Video games account for a huge amount of today's entertainment industry, because people love how interactive they are, Schulman said, rather than passively watching a movie.
“There are millions of people around the world who play games every day, ranging from a parent playing one on their phone while waiting to pick up a kid from school to heavy gamers who spend hours a day playing MMOs,” he said.
The next new thing is esports, where competitive video-gaming has become an actual spectator sport. Players have formed college teams and leagues to compete in multiplayer video game tournaments held in real arenas.
The esports industry has exploded in popularity, going from $493 million in revenue in 2015 to a projected $906 million for 2018, according to consultancy Newzoo's Esports Global Market Report—and with an audience of 360 million viewers.

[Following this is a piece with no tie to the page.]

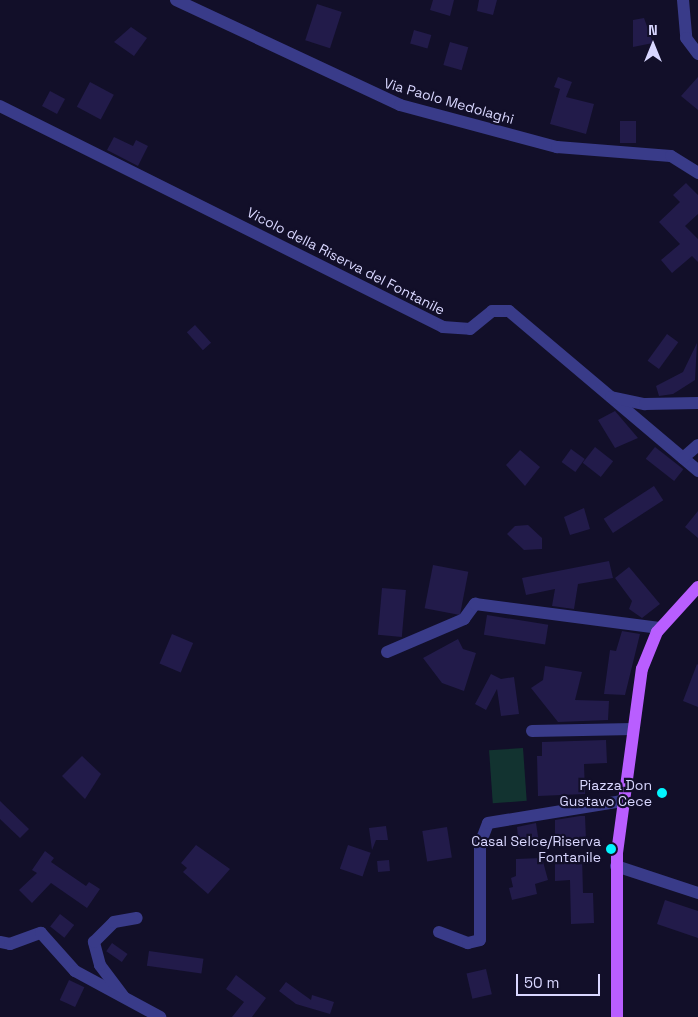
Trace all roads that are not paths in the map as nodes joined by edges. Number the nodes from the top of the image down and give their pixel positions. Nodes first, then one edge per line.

One of Schulman's clients, Hi-Rez, held tournaments worth $1.6 million in prizes for its multiplayer games “Smite” and “Paladins” last month at DreamHack Atlanta, a gamer nerdstravaganza held at the Georgia World Congress Center.
Gamer Lawyer
As a young tech lawyer, Schulman in 2005 landed Hi-Rez as his first video game client after its launch by Erez Goren and Todd Harris. He knew Goren because in 2000 he became the general counsel for Goren's enterprise software company, Radiant Systems (later sold to NCR), and then the tech entrepreneur's next company, BlueCube Software, where he worked until joining Greenberg in late 2005.

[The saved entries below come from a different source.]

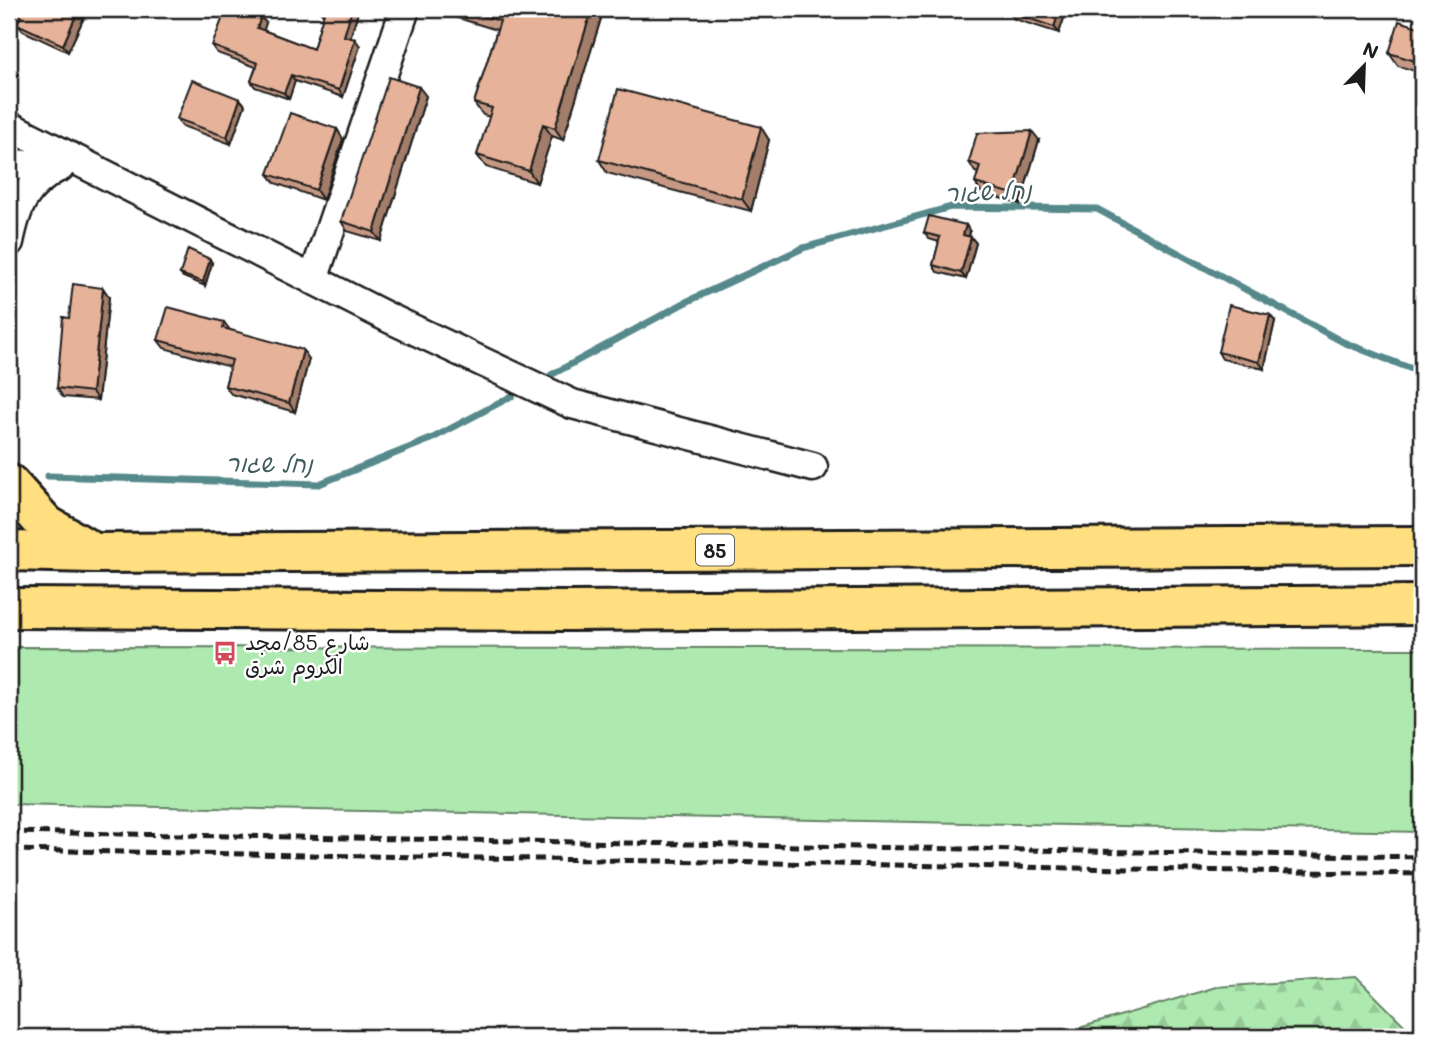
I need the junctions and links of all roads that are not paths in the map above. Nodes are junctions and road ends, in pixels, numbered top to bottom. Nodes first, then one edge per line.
1 (405, 9) edge
2 (9, 126) edge
3 (9, 157) edge
4 (58, 167) junction
5 (95, 169) junction
6 (9, 242) edge
7 (313, 280) junction
8 (813, 467) dead end
9 (9, 484) edge
10 (1422, 546) edge
11 (9, 551) edge
12 (94, 554) junction
13 (1422, 605) edge
14 (9, 608) edge

1 - 7 street
2 - 5 street
3 - 4 street
4 - 5 street
4 - 6 street
5 - 7 street
7 - 8 street
9 - 12 highway
10 - 12 highway, 85
11 - 12 highway, 85
13 - 14 highway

Hi-Rez, like many video game companies, offers the games for free and makes money off of sponsors and advertisers, who in turn collect data on participants.
Hi-Rez makes several types of fantasy adventure games, which give a sense of the variety of games out there. In “Realm Royale,” set in a mythic medieval era, players compete to be the last one standing, while those that get knocked down turn into chickens.
“Smite” is an MMO fantasy game where teams of players, each controlling a mythological god character, compete against each other in arena combat. (Technically, it's a MOBA—a “multiplayer online battle arena” game.) “Paladins,” on the other hand, is a first-person shooter game where players also compete on teams.
“Smite” and “Paladins” have their own esports leagues, operated by Hi-Rez spinoff Skillshot Media, which launched last spring.
Tripwire's games are more lurid. “Red Orchestra” is a first-person shooter game set during the Battle of Stalingrad in World War II. “Killing Floor” is set in a post-apocalyptic London where a military cloning experiment has gone horribly wrong, creating gruesome-looking and hostile mutants, whom players try to kill.
While Schulman is still a gamer, he said these days he's moved on from Atari's “Asteroids” to Hi-Rez's “Smite.”